Limitations includes the cross-sectional design limiting causal inference. Changes in behaviours across time could have been examined. However, in Tromsø, ASES is quite stable over time, population mobility across areas is low and the effects of environmental exposures on mental health are likely to be cumulative and develop across many years. In addition, in the areas with greater internal migration, immigrants are more often from outside the municipality than across the municipal areas.27 We therefore performed cross-sectional analyses. Several mediators and outcome variables were self-reported. Misclassification bias could not be avoided as certain socially desirable habits tend to be over-reported and certain less acceptable habits are under-reported. Selection bias may occur, such as lower participation among individuals with dementia and mental ill health. There is a possibility of residual confounding as measures of individual-level SES and ASES do not encompass all factors that define SES such as occupational status, mortgages and family assets. External validity refers to a Caucasian population and may not be generalizable.

Conclusion

People living in areas with lower ASES are at higher risk of having poor mental health and having lower cognitive function. This risk is mediated by modifiable lifestyle behaviours.

Data availability statement

Data may be obtained from a third party and are not publicly available.
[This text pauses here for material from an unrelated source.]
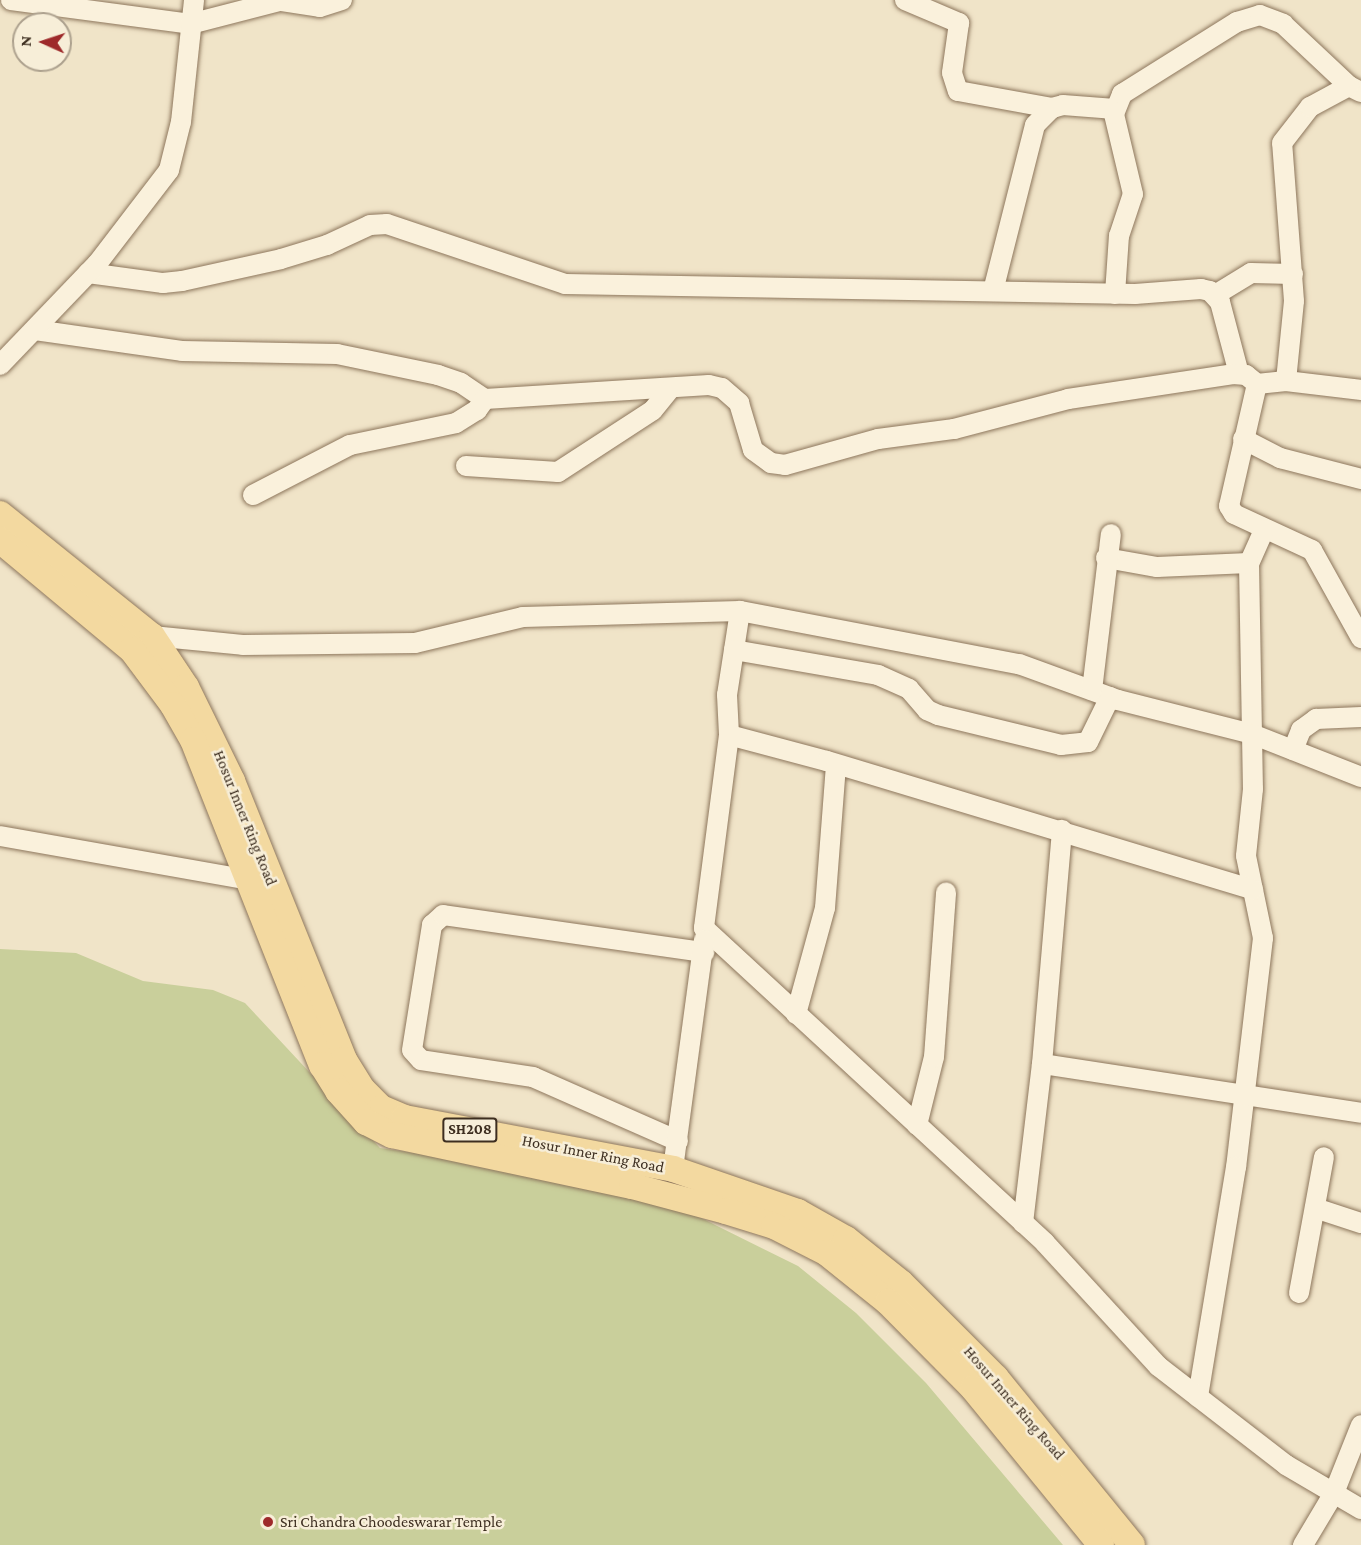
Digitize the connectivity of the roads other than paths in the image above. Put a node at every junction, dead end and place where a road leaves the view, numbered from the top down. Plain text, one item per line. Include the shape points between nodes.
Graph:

Data may be obtained from a third party and are not publicly available. The datasets presented in this article are not readily available because the data analysed in this study is subject to the following licenses/restrictions: The dataset is available upon application to the Tromsø Study and Statistics Norway.

Ethics statementsPatient consent for publicationEthics approval

This study involves human participants and was approved by the Regional Committee for Medical and Health Research Ethics (REK) and the Data Inspectorate. The Tromsø study complies with the declaration of Helsinki. All participants provided written informed consent. This project was approved by REK North (reference 132624) and evaluated by the Norwegian Centre for Research Data. Participants gave informed consent to participate in the study before taking part.